## LISTED RECORDS
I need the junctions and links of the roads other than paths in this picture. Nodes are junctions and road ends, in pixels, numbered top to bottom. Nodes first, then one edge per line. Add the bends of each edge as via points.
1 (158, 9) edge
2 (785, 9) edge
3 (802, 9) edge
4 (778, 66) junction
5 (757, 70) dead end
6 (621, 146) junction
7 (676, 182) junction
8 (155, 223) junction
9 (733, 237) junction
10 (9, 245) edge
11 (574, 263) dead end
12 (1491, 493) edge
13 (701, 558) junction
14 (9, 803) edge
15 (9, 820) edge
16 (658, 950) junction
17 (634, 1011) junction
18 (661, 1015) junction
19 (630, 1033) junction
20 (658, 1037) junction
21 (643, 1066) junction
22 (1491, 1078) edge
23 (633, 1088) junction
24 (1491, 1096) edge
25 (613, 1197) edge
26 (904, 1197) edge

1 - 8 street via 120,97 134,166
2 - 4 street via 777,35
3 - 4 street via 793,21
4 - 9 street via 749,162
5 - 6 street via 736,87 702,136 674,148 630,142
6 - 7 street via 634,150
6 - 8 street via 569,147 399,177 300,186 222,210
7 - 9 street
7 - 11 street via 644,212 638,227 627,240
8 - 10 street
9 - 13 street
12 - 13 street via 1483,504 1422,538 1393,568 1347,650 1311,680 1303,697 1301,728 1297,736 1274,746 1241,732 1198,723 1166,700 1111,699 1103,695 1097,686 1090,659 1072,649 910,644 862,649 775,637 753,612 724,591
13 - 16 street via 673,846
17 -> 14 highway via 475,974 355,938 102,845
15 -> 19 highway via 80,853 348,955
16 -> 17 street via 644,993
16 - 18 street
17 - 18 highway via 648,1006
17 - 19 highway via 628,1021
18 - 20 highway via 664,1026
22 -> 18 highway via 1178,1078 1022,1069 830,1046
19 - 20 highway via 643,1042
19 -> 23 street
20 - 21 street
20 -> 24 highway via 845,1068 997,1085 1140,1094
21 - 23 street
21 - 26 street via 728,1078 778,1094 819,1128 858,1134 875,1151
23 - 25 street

...

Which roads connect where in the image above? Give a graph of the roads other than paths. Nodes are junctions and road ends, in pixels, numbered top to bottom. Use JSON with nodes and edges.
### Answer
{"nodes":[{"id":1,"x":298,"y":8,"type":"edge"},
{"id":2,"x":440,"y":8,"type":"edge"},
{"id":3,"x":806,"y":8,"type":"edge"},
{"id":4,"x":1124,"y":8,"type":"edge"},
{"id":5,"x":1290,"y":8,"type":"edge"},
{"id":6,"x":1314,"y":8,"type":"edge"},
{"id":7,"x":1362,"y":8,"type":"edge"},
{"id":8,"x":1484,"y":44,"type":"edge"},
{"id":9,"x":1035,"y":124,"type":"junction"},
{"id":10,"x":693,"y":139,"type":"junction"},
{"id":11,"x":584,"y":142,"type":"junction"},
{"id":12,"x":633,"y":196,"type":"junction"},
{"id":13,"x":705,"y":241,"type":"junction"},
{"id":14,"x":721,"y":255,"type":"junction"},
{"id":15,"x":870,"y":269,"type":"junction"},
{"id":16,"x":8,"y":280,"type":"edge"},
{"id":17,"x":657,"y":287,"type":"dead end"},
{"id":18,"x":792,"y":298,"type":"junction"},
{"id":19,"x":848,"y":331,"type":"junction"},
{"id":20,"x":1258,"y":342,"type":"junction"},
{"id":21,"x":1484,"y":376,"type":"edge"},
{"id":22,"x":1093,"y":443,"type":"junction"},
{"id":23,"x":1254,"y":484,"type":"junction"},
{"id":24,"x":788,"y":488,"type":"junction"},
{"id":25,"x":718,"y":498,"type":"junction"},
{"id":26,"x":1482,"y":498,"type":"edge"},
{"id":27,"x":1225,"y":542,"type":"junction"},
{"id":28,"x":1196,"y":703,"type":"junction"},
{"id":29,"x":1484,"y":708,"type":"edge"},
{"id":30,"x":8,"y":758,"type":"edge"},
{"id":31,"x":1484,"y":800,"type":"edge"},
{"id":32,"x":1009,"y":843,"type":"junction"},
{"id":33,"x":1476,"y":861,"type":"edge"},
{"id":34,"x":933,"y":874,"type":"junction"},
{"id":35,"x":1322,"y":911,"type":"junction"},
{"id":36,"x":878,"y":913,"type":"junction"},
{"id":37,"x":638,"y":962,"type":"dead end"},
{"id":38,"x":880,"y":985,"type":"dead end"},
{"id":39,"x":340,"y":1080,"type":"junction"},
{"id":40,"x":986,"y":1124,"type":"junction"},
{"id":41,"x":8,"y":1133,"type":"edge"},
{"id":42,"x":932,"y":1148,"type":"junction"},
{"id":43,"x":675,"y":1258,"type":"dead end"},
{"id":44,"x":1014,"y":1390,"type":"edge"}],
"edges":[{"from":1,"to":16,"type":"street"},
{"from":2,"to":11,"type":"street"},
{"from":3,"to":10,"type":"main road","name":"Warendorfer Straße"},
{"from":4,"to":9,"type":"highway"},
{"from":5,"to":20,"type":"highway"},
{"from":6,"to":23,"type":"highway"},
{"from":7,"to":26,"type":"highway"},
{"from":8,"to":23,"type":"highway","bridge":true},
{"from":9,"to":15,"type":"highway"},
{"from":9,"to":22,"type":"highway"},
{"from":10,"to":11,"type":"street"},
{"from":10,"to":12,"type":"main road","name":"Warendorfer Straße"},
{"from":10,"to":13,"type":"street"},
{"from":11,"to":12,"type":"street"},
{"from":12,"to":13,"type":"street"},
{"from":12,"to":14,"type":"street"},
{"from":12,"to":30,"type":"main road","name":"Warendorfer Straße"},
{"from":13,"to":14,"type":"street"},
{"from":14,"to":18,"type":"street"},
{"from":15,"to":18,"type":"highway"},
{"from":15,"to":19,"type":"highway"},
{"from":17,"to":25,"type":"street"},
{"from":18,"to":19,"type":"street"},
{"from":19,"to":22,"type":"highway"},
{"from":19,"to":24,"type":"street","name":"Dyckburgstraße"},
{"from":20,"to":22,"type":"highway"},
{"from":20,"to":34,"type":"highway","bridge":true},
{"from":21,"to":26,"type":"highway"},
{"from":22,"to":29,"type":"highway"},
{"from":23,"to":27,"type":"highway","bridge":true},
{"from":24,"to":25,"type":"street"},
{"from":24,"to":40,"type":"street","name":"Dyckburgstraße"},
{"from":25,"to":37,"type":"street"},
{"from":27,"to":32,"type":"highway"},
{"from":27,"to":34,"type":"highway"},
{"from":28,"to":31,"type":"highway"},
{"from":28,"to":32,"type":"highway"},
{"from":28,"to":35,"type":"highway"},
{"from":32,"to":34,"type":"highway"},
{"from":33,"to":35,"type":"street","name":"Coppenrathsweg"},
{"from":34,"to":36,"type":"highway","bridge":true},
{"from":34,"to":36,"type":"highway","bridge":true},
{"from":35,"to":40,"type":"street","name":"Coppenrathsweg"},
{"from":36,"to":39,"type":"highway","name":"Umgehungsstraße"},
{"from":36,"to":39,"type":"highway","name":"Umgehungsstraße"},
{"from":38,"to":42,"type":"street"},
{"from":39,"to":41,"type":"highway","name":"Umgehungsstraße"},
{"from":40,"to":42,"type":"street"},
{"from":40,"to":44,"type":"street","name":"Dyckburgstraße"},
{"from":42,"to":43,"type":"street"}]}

## WHAT TO WORK ON
Check the data above line by line for the word "Coppenrathsweg". State only how many lines contain it.

## SOLUTION TO THIS PROBLEM
2